Viewed in this light, the slave’s mistake was not simply failing to forgive his own debtor; it was failing to consider how his actions would affect others -and in ignoring the example and support of his king – a king who had much greater power than the slave and used it to give something more than what he was asked. The bad slave thought only of himself, of what forgiveness would mean for him. He did not see that the king was showing him a different and better way, just as God shows it to us.

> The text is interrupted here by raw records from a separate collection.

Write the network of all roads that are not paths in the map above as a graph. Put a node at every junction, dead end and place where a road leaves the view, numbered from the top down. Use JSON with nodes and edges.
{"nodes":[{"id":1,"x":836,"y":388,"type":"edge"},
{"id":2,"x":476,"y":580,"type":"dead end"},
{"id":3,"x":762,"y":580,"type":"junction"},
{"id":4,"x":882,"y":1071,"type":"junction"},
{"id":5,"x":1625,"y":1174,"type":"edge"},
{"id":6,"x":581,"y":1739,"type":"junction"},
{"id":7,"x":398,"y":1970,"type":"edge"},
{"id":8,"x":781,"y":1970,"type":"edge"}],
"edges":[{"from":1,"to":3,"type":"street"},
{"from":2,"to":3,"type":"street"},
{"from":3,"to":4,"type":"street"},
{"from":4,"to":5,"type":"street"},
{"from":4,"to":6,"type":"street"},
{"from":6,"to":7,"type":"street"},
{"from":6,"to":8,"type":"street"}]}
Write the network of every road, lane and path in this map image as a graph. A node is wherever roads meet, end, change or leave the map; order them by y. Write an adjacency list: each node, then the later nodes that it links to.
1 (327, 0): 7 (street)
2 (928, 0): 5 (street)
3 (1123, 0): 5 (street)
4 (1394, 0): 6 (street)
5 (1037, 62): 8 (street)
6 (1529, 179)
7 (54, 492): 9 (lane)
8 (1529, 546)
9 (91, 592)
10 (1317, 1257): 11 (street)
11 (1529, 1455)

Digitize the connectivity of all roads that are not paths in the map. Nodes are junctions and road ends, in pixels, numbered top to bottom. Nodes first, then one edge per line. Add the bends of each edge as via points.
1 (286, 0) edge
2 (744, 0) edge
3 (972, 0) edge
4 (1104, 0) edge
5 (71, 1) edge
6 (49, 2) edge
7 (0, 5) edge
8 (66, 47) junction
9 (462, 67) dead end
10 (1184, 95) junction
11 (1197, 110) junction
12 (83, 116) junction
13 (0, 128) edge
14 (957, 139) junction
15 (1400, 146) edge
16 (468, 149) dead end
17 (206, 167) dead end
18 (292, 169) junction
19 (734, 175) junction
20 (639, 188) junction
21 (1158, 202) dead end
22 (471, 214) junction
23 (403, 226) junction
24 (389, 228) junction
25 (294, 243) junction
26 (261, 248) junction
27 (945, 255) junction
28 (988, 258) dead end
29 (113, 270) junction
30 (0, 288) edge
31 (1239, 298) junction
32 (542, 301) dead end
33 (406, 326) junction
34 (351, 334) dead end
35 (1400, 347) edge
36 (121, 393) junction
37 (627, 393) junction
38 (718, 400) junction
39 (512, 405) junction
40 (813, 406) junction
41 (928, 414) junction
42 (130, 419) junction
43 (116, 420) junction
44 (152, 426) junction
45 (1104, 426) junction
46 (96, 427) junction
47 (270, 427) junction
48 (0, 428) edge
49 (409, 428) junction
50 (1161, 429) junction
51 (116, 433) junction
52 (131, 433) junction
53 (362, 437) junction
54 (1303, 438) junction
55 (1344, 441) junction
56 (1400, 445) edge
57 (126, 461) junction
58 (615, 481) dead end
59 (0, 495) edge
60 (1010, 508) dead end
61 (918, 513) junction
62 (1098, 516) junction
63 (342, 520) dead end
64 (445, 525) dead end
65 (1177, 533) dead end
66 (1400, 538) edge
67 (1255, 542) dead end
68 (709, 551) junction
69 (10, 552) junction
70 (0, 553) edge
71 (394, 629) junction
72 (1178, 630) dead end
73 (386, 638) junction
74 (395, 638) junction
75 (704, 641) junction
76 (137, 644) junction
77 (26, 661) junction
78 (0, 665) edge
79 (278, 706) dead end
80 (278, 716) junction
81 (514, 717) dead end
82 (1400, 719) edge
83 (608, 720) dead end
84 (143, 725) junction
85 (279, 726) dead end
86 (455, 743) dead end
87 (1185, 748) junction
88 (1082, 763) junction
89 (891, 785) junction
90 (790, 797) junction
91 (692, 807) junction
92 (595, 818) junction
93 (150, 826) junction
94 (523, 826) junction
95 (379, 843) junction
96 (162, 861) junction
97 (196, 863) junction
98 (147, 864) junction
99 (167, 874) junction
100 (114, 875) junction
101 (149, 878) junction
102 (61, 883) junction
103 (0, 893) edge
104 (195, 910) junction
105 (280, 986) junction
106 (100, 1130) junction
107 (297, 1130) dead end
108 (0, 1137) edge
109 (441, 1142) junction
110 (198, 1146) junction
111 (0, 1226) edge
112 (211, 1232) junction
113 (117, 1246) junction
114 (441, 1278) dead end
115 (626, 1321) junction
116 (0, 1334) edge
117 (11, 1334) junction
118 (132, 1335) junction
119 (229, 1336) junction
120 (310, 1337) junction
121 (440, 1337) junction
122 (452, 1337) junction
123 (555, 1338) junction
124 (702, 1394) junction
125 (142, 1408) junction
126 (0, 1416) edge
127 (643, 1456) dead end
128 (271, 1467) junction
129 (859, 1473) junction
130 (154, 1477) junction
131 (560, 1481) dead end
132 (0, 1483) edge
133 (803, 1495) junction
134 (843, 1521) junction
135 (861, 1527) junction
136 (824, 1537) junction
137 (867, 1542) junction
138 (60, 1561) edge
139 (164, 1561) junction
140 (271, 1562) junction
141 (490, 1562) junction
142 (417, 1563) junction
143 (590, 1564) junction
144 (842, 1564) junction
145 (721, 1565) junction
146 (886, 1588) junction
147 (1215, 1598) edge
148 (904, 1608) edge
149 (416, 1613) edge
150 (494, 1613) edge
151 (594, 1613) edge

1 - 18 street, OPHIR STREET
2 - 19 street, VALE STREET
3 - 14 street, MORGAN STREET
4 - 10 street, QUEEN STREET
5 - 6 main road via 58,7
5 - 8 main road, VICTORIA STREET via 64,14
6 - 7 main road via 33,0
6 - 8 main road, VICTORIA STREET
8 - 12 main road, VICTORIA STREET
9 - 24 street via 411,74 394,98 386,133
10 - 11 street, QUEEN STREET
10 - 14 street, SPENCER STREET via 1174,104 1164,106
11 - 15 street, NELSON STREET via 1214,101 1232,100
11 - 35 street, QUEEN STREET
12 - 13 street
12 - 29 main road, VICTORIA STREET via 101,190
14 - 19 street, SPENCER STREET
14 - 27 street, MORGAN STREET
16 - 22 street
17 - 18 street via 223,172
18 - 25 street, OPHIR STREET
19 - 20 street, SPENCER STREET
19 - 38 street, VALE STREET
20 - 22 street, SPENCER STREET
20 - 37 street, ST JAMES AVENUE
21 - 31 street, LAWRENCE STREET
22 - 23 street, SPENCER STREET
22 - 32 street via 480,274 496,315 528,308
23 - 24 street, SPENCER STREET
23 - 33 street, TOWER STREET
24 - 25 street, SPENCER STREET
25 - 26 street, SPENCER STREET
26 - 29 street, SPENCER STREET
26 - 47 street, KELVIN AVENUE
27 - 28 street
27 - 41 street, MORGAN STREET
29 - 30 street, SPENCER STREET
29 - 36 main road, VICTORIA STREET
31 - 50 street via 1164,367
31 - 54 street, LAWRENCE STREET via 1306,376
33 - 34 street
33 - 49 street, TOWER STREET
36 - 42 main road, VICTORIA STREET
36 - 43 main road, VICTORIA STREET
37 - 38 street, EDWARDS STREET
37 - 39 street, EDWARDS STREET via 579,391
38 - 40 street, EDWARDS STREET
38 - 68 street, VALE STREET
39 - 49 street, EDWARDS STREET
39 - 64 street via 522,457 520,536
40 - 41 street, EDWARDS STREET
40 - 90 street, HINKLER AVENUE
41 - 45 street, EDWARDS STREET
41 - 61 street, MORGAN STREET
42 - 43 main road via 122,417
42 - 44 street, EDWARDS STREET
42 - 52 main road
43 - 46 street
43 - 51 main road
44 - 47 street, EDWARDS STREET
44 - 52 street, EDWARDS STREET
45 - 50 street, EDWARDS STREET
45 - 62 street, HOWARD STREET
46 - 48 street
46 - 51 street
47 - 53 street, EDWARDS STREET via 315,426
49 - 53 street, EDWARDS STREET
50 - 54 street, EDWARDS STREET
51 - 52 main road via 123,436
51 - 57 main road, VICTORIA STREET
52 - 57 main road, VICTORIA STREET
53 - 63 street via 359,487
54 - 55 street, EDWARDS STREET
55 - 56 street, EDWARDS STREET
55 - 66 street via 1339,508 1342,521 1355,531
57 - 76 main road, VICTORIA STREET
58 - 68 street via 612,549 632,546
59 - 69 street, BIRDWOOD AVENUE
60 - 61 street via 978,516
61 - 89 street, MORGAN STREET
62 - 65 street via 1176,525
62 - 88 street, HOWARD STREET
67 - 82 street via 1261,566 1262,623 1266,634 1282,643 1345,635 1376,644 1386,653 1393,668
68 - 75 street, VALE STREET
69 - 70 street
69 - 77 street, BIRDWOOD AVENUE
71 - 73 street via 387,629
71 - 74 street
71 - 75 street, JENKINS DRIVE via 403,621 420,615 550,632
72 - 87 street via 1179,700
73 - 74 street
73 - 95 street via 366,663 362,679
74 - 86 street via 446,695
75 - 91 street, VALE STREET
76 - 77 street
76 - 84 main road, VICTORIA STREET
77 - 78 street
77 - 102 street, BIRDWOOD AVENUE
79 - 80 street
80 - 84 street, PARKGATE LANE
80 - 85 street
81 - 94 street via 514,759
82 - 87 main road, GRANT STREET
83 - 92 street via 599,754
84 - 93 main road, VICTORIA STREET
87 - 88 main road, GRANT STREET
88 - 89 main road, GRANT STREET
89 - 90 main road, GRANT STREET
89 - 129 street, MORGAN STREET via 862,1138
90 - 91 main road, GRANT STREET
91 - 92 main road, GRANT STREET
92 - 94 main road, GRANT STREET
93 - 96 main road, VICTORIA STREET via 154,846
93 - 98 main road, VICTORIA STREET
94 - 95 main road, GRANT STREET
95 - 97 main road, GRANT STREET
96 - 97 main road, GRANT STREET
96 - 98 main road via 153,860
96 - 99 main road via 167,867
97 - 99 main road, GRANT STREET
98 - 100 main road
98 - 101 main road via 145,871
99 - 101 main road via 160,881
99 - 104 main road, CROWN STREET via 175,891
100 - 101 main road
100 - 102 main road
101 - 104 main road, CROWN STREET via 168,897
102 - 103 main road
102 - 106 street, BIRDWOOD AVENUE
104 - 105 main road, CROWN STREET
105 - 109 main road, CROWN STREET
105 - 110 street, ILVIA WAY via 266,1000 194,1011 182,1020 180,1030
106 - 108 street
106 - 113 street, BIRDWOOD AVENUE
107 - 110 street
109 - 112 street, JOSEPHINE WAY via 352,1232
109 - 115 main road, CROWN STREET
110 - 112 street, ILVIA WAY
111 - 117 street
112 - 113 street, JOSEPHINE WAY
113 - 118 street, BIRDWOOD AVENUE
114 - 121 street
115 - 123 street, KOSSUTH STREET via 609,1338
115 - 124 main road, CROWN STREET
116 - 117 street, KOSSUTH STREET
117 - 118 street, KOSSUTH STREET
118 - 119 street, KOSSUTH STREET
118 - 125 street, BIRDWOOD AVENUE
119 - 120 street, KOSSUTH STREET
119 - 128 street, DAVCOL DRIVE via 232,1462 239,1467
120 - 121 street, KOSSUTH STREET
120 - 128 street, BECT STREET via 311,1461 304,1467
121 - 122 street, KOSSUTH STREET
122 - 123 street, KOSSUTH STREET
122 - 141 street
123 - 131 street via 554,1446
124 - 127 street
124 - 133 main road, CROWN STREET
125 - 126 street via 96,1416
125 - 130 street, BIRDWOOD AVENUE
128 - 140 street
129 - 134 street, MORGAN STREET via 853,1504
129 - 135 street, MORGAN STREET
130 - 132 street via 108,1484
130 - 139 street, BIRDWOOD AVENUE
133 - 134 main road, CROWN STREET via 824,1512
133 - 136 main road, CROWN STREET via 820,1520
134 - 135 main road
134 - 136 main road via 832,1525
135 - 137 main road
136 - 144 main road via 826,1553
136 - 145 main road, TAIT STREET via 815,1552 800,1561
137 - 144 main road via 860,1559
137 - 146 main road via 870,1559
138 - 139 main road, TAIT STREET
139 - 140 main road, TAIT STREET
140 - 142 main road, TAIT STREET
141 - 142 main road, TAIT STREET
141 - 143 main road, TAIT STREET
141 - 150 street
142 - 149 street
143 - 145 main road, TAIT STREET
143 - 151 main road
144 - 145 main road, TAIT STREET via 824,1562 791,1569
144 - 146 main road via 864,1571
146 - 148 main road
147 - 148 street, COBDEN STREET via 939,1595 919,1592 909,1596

That’s what Dr. Schurman-Kauflin is missing. She is not wrong about the necessity of honest grieving and gradual healing, about forgiveness needing to come from the heart, about not saying we forgive someone when we don’t- but I think she’s dead wrong when she says that sometimes forgiveness is” just not possible”- and when she says that forgiveness comes from within you. Forgiveness doesn’t come from within us. It comes through us. It comes from God – and for God, forgiveness is always possible. True forgiveness is allowing God’s mercy to move through us, because only God has the power to know us completely and forgive us completely. Giving in to the demands of those who encourage us to forgive may feel like capitulating to peer pressure -and perhaps the demand that we forgive each other over and over and over again does seem hard and unfair. But giving God the burden of the anger, hatred, and fear that we carry inside us as a result of unforgiven sins – sins we have committed and sins that have been committed against us – is absolutely right – and it’s what God wants us to do, to lay our burdens on him. That’s grace. And that’s God. And that is always good. AMEN.
Schurman-Kauflin, Deborah. “Why You Don’t Always Have to Forgive,” Criminal profiling and the deviant mind, Psychology Today, August 21, 2012.